Prima la pubblicazione del libro “Fire and Fury: Inside the Trump White House” di Michael Wolff, che mette nero su bianco un viaggio poco edificante nella Casa Bianca di Donald Trump, diventato in pochi giorni già un “bestseller”. Poi, il discorso ai Golden Globes della conduttrice Oprah Winfrey che ha letteralmente infiammato i democratici, che ora sperano di poter puntare su di lei alle elezioni presidenziali del 2020. Giornate apparentemente memorabili, dunque, per i liberal americani, e per un movimento d’opinione ostile a Donald Trump che pare aver ritrovato rigore e nuove certezze.

Non tutti però sono entusiasti di come sta procedendo la “lotta” contro il presidente repubblicano. Tra questi c’è David Brooks, il quale sottolinea sulle colonne del New York Times come il movimento contro il tycoon stia perdendo la sua integrità e identità per assomigliare pericolosamente al nemico giurato.

Il declino dell’anti trumpismo

Nel suo editoriale, Brooks, che si definisce un orgoglioso militante “anti-Trump”, afferma che il movimento ostile al presidente “sembra stia diventando sempre più ottuso e pare essersi ambientato in una versione compiaciuta e fiabesca della realtà che tiene lontana le informazioni discordanti.

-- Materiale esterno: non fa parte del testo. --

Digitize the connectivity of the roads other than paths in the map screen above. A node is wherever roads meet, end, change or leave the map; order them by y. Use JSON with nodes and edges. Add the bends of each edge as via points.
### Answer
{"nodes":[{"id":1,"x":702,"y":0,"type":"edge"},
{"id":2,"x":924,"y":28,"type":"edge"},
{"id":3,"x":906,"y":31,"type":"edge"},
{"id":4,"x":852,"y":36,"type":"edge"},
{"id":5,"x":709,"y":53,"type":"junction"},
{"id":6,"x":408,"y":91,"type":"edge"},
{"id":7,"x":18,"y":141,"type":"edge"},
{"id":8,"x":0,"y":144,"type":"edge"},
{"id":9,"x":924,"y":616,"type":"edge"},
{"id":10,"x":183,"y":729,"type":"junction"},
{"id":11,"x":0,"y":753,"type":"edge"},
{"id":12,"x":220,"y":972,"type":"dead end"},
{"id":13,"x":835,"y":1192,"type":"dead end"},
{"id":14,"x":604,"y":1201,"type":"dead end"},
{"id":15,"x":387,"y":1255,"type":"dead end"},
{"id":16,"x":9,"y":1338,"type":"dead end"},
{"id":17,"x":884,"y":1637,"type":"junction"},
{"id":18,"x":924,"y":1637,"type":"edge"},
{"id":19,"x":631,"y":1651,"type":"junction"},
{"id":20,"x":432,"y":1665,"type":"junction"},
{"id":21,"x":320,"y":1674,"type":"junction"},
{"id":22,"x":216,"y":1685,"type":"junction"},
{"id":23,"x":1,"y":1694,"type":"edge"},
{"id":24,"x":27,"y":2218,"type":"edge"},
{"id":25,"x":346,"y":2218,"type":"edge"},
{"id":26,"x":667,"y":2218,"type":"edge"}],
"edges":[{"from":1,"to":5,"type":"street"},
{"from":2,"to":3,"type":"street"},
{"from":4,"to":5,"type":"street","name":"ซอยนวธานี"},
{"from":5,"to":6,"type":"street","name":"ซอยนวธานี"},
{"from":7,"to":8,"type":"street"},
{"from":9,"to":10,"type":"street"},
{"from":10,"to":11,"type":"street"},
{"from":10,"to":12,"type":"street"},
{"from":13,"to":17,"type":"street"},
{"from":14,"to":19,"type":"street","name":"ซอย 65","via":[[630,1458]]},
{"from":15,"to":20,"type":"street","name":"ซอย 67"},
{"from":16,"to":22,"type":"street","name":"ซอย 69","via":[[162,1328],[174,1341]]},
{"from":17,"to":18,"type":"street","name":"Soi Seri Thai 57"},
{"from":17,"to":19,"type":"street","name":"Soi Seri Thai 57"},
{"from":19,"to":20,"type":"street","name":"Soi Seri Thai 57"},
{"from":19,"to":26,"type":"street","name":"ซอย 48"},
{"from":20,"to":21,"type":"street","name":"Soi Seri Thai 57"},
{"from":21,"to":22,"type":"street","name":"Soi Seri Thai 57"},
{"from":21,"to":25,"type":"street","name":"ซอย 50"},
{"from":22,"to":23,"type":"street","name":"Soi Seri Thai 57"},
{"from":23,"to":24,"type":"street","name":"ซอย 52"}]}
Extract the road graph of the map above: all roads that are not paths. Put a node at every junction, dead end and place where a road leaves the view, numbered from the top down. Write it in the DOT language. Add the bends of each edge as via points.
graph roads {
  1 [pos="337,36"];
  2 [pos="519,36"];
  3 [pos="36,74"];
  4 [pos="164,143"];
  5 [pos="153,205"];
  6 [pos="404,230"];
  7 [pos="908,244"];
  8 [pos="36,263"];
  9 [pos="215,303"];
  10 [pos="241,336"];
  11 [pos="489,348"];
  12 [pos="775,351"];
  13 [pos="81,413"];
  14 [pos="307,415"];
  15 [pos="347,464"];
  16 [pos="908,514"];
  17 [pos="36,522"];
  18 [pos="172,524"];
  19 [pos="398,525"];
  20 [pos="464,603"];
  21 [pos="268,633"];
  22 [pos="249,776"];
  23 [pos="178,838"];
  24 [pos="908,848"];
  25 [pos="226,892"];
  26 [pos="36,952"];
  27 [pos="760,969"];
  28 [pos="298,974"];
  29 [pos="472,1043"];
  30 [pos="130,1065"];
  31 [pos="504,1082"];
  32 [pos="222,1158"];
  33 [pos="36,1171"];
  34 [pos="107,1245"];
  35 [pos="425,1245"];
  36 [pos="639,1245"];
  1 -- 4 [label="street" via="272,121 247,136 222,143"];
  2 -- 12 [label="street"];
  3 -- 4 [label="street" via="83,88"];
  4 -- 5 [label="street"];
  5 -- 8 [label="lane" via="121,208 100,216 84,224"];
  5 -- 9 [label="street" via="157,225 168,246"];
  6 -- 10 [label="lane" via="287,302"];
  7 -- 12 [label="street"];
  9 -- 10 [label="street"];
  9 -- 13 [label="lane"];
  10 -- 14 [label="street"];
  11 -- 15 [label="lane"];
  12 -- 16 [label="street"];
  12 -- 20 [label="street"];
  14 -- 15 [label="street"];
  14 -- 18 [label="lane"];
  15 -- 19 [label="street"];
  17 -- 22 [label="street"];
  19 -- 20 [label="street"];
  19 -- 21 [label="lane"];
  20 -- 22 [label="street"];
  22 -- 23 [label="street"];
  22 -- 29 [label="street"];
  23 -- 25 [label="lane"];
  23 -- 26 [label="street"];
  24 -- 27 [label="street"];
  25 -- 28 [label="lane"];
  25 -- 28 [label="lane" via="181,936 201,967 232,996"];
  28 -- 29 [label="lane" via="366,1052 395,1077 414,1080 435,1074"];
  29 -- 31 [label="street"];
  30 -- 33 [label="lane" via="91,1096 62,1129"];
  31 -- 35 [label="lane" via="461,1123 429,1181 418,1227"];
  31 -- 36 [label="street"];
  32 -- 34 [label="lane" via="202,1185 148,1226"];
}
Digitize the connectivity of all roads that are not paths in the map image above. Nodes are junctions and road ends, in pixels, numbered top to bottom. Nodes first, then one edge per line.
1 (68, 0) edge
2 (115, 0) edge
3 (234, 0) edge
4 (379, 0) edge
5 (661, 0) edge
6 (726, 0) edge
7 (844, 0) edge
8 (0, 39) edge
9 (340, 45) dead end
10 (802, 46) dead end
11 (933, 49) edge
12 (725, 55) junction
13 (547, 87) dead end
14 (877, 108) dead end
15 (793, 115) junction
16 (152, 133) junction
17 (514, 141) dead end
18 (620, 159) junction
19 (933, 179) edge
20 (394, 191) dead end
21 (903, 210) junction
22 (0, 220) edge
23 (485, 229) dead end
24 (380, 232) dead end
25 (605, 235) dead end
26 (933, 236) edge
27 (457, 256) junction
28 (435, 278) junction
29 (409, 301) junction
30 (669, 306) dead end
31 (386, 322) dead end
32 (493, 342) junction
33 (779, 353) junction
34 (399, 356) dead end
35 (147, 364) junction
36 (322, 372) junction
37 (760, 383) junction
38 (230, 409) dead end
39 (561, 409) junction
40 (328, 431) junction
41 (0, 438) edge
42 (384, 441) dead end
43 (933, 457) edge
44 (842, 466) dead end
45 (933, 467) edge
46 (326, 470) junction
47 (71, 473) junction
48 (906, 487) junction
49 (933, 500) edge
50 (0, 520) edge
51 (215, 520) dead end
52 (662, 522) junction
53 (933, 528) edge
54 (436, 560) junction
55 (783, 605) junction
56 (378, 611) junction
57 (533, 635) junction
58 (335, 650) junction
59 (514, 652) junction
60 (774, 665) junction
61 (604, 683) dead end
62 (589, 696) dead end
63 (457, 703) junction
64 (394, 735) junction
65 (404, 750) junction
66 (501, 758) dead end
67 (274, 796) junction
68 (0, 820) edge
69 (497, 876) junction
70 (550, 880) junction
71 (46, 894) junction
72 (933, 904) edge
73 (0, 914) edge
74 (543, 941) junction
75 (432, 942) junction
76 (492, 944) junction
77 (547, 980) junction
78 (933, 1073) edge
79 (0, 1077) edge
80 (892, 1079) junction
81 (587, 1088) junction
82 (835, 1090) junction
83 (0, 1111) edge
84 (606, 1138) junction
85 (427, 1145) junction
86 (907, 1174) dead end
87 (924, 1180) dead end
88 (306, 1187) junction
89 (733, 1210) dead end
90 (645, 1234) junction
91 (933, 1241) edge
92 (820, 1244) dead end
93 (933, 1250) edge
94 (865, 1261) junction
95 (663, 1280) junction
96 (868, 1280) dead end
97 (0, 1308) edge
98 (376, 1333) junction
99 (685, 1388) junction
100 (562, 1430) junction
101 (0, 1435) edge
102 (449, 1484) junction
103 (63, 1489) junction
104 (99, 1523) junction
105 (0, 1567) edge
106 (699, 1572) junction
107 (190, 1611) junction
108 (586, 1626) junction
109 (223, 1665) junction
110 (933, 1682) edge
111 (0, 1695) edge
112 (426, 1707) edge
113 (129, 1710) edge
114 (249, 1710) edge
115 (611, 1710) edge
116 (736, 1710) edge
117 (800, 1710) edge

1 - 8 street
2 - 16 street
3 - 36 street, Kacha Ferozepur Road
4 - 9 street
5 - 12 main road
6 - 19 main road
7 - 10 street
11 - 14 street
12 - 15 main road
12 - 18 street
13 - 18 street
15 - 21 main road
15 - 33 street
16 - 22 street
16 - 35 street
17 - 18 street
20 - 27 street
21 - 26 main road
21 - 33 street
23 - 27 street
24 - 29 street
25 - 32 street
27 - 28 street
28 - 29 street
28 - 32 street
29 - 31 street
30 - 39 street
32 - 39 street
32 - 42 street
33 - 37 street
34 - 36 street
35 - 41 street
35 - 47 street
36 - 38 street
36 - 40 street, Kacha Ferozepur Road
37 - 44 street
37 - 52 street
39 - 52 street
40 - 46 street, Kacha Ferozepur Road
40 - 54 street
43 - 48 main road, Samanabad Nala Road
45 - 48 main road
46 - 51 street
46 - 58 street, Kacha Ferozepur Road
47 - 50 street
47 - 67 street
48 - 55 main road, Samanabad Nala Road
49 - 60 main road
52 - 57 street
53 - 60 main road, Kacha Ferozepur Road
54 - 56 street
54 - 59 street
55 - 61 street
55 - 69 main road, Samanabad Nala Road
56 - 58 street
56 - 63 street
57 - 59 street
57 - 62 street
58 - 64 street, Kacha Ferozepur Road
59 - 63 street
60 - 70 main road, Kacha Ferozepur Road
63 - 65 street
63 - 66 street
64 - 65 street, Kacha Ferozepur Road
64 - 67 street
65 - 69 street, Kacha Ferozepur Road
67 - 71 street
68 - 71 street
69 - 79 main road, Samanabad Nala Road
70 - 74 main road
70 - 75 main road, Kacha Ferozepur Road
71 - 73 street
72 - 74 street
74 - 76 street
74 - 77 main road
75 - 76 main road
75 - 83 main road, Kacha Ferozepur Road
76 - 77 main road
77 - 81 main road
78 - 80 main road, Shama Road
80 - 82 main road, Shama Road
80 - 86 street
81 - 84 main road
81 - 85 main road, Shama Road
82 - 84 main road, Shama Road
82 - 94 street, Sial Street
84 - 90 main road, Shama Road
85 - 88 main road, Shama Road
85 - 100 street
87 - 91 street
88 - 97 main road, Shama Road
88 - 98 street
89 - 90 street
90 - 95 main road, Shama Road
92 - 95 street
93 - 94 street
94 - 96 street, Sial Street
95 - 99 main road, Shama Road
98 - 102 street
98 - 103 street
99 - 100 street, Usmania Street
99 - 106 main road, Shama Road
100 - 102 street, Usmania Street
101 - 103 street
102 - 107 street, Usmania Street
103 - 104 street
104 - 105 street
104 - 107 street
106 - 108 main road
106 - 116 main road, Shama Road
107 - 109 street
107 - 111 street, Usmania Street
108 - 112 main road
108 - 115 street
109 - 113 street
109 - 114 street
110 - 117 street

Sempre più persone anti-Trump sembrano raccontarsi la storia della ‘Pazzia di Re Giorgiò: Trump è un pazzo semianalfabeta circondato da licenziosi che sono moralmente, intellettualmente e psicologicamente inferiori a persone come noi. Mi piacerebbe pensare che sia possibile essere ferventemente anti-Trump e allo stesso tempo non ridurre tutto a una favola”.

Militanti ottusi e un po’ arroganti, dunque, che rifiutano di comprendere i motivi per i quali Donald Trump ha vinto le elezioni: “La maggior parte delle persone che detestano il presidente non conosce nessuno che lavori con lui o lo sostenga. E se hanno amici e familiari che ammirano Trump, hanno imparato a non parlare di questo argomento. Così ricevono la maggior parte delle informazioni sul Trumpismo da altri che già lo detestano”, sottolinea. 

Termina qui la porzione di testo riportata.